Nonetheless Manokaran feels that a level of 89% calls for caution.
“As long as people have a steady income and there is no major crisis, we can weather this. But we need to take proactive measures to ensure something similar to the US subprime crisis does not happen,” says Manokaran.
He adds that the headline number of 89% is partially contributed by the fact that the Malaysian GDP also grew slower last year.
Last year, lower commodity prices, weaker external demand and poor sentiment sent the GDP growth down to 5% from 6% in 2014. Moody’s is seeing GDP growth at 4.4% this year while Bank Negara is projecting 4%-4.5% growth.
The economist adds that debt doesn’t prevent growth in an economy which is being pump primed or when it is private-sector-led.

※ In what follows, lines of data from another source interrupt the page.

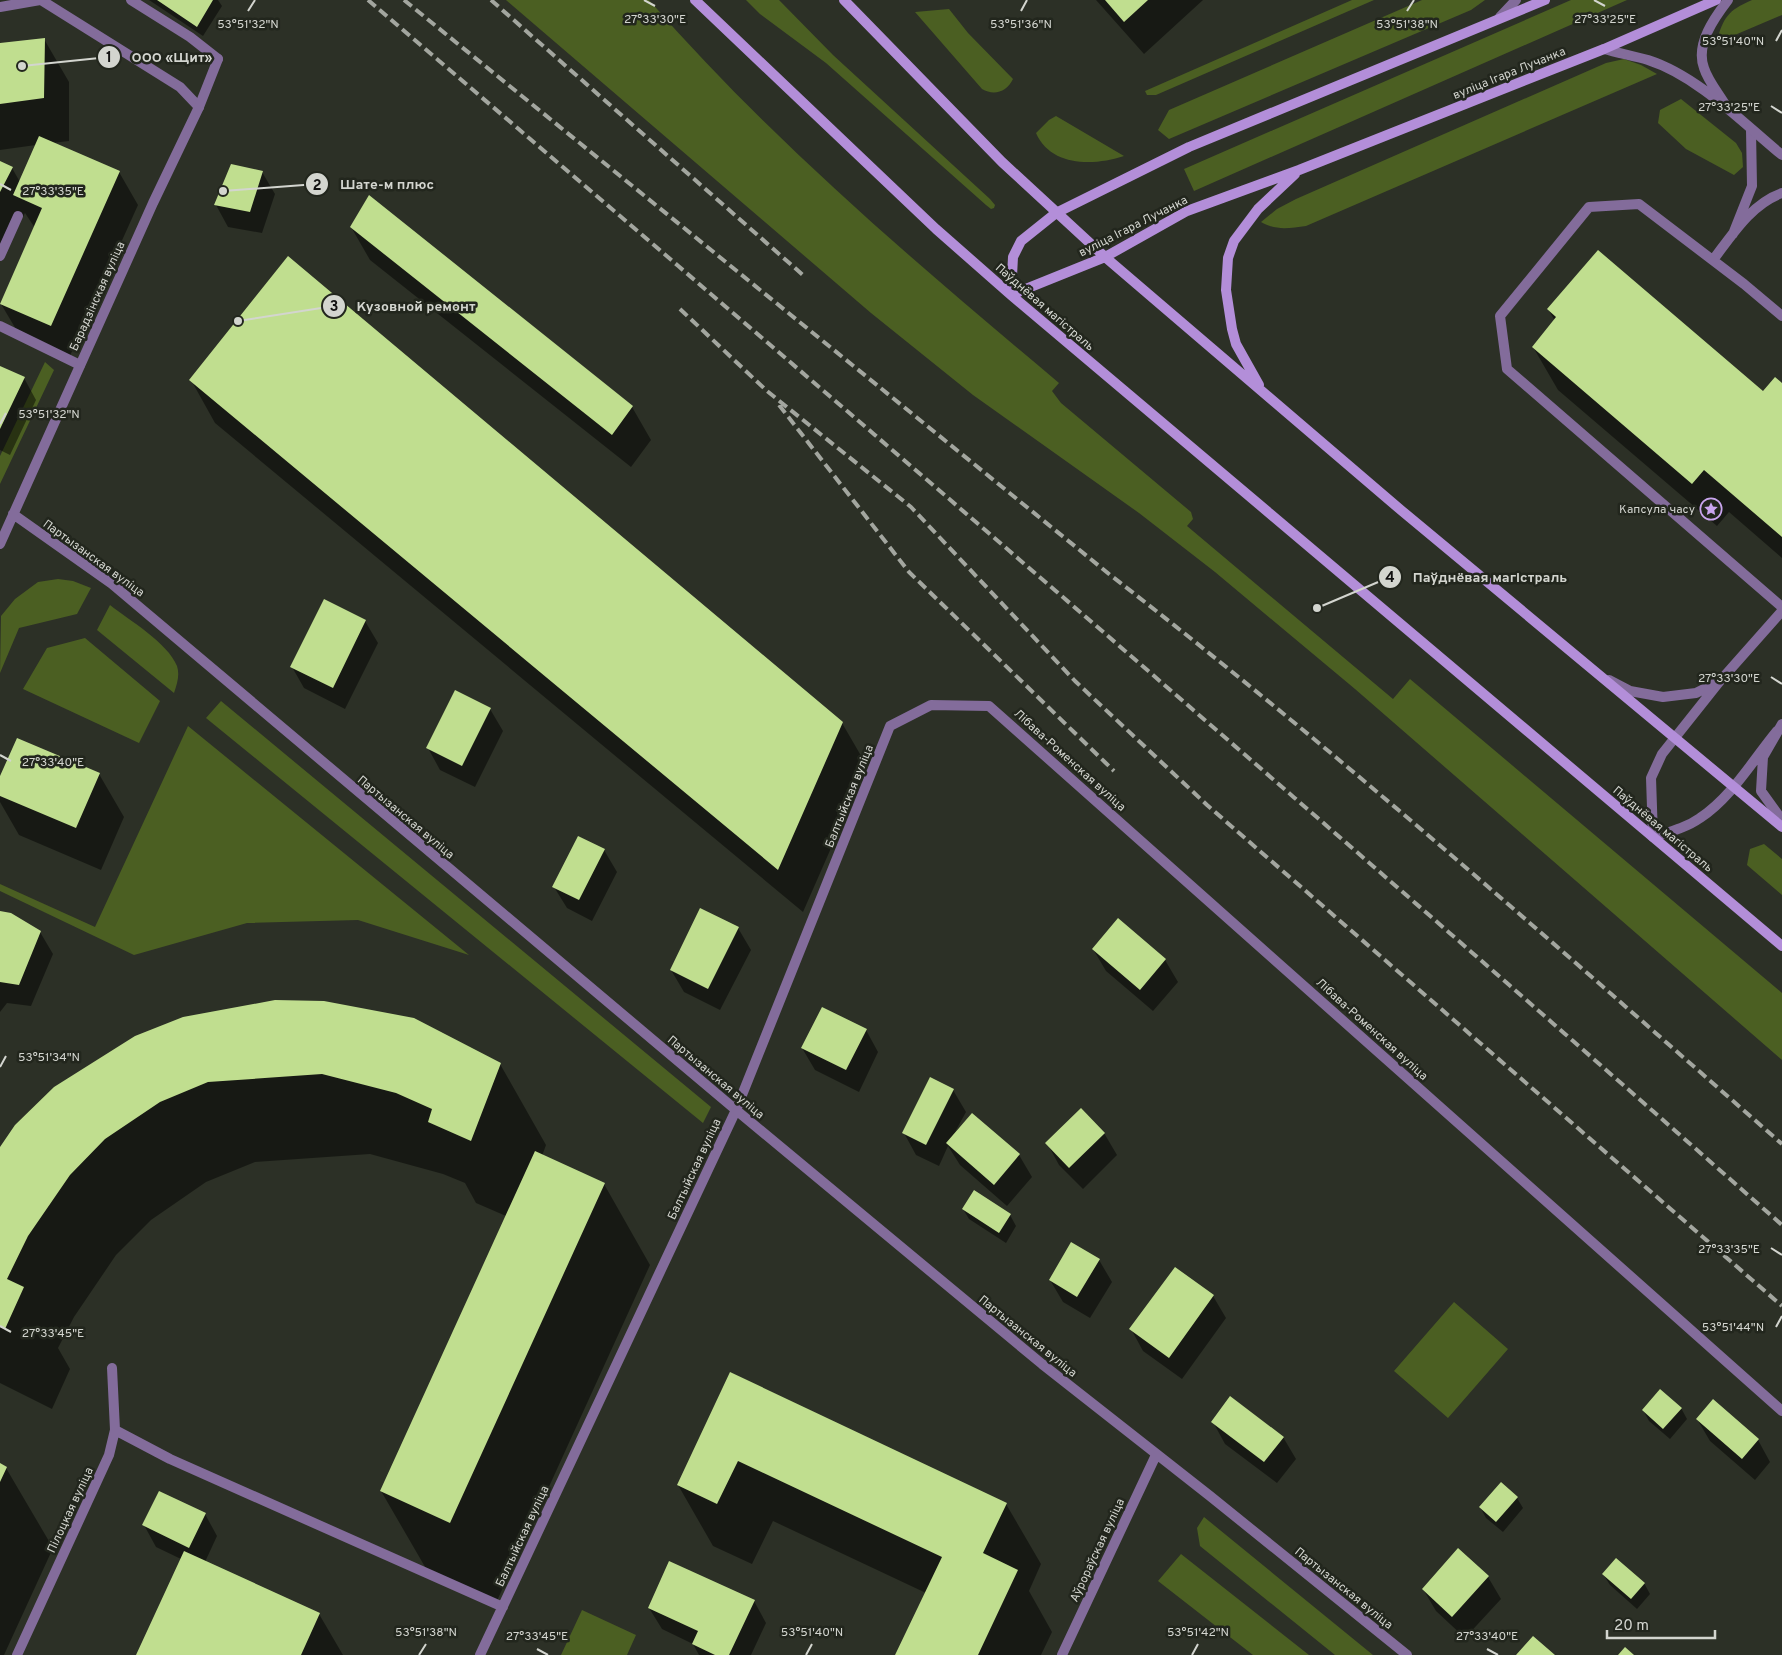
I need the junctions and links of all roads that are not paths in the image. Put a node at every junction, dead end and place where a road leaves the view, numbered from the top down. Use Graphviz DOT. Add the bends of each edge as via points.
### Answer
graph roads {
  1 [pos="41,0"];
  2 [pos="131,0"];
  3 [pos="694,0"];
  4 [pos="844,0"];
  5 [pos="1516,0"];
  6 [pos="1545,0"];
  7 [pos="1716,0"];
  8 [pos="1728,0"];
  9 [pos="0,7"];
  10 [pos="1488,25"];
  11 [pos="1604,49"];
  12 [pos="199,107"];
  13 [pos="1728,109"];
  14 [pos="1751,130"];
  15 [pos="1782,155"];
  16 [pos="1299,170"];
  17 [pos="1782,193"];
  18 [pos="1056,214"];
  19 [pos="18,216"];
  20 [pos="1733,234"];
  21 [pos="0,256"];
  22 [pos="1105,257"];
  23 [pos="1713,260"];
  24 [pos="1011,295"];
  25 [pos="1782,316"];
  26 [pos="0,326"];
  27 [pos="80,364"];
  28 [pos="1272,401"];
  29 [pos="13,514"];
  30 [pos="0,544"];
  31 [pos="1782,606"];
  32 [pos="1782,611"];
  33 [pos="1596,672"];
  34 [pos="1720,681"];
  35 [pos="931,705"];
  36 [pos="1779,728"];
  37 [pos="1674,738"];
  38 [pos="1733,786"];
  39 [pos="1782,820"];
  40 [pos="1782,827"];
  41 [pos="1653,837"];
  42 [pos="1782,946"];
  43 [pos="736,1110"];
  44 [pos="112,1368"];
  45 [pos="1782,1411"];
  46 [pos="115,1430"];
  47 [pos="1156,1455"];
  48 [pos="503,1607"];
  49 [pos="17,1655"];
  50 [pos="480,1655"];
  51 [pos="1062,1655"];
  52 [pos="1407,1655"];
  1 -- 9 [label="street"];
  1 -- 12 [label="street" via="180,87"];
  2 -- 12 [label="street, Барадзінская вуліца" via="218,59"];
  3 -- 24 [label="main road, Паўднёвая магістраль" via="936,229"];
  4 -- 18 [label="main road"];
  5 -- 10 [label="street" via="1508,11"];
  6 -- 10 [label="main road"];
  7 -- 11 [label="main road, вуліца Ігара Лучанка"];
  8 -- 13 [label="street" via="1714,18 1702,55 1704,68"];
  10 -- 18 [label="main road" via="1189,147"];
  11 -- 13 [label="street" via="1650,61 1683,77"];
  11 -- 16 [label="main road, вуліца Ігара Лучанка"];
  12 -- 27 [label="street, Барадзінская вуліца"];
  13 -- 14 [label="street"];
  14 -- 15 [label="street"];
  14 -- 20 [label="street" via="1752,186"];
  16 -- 22 [label="main road, вуліца Ігара Лучанка" via="1187,211"];
  16 -- 28 [label="main road" via="1258,208 1234,241 1228,258 1226,290 1236,344 1258,384"];
  17 -- 20 [label="street" via="1754,210"];
  18 -- 22 [label="main road"];
  18 -- 24 [label="main road" via="1022,242 1013,258"];
  19 -- 21 [label="street"];
  20 -- 23 [label="street"];
  22 -- 24 [label="main road, вуліца Ігара Лучанка"];
  22 -- 28 [label="main road"];
  23 -- 25 [label="street"];
  23 -- 31 [label="street" via="1639,204 1589,207 1500,316 1507,369"];
  24 -- 41 [label="main road, Паўднёвая магістраль"];
  26 -- 27 [label="street"];
  27 -- 29 [label="street, Барадзінская вуліца"];
  28 -- 33 [label="main road"];
  29 -- 30 [label="street, Барадзінская вуліца"];
  29 -- 43 [label="street, Партызанская вуліца" via="112,584"];
  32 -- 34 [label="street"];
  33 -- 34 [label="street" via="1630,691 1663,697 1696,693"];
  33 -- 37 [label="main road"];
  34 -- 37 [label="street"];
  35 -- 43 [label="street, Балтыйская вуліца" via="890,726"];
  35 -- 45 [label="street, Лібава-Роменская вуліца" via="990,706"];
  36 -- 38 [label="street"];
  36 -- 39 [label="street" via="1763,757 1761,791"];
  37 -- 38 [label="main road"];
  37 -- 41 [label="street" via="1651,778"];
  38 -- 40 [label="main road"];
  38 -- 41 [label="street" via="1700,819"];
  41 -- 42 [label="main road, Паўднёвая магістраль"];
  43 -- 47 [label="street, Партызанская вуліца"];
  43 -- 48 [label="street, Балтыйская вуліца"];
  44 -- 46 [label="street, Пілоцкая вуліца"];
  46 -- 48 [label="street" via="170,1459"];
  46 -- 49 [label="street, Пілоцкая вуліца" via="109,1455"];
  47 -- 51 [label="street, Аўрораўская вуліца"];
  47 -- 52 [label="street, Партызанская вуліца"];
  48 -- 50 [label="street, Балтыйская вуліца"];
}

“Economic growth leads to shrinking debt loads relative to GDP and makes the debt more affordable in the future,” he says.
Growth, in basic economics, is a function of four variables: resources, labour, capital and technology.
“When there is growth, a high debt load doesn’t matter as long as it is affordable. A growing economy makes it fairly easy to manage debt,” says the economist.
He points out that while the headline figure of 89% looked scary, a lot of the people who were highly indebted could more than afford the loans they were paying.
“Close to 50% of these debts are tied to the property market, and were bought over the last 4 to 5 years when developers interest-bearing scheme (DIBS) were the rage. Since 2010, Bank Negara has had stringent rules when assessing whether a borrower is qualified for the loan. If a person has qualified for a loan by a Malaysian financial institution, it is very likely that he can more than afford the loan, says the economist.
He adds that many of the property buyers who bought properties during the DIBS era, had more than one income.
“These are relatively wealthy people with passive incomes from other investments. They are not just depending on their salary. So while their household debt to GDP ratio may look high, these people are actually financially strong and have a strong ability to service their loans,” says the economist.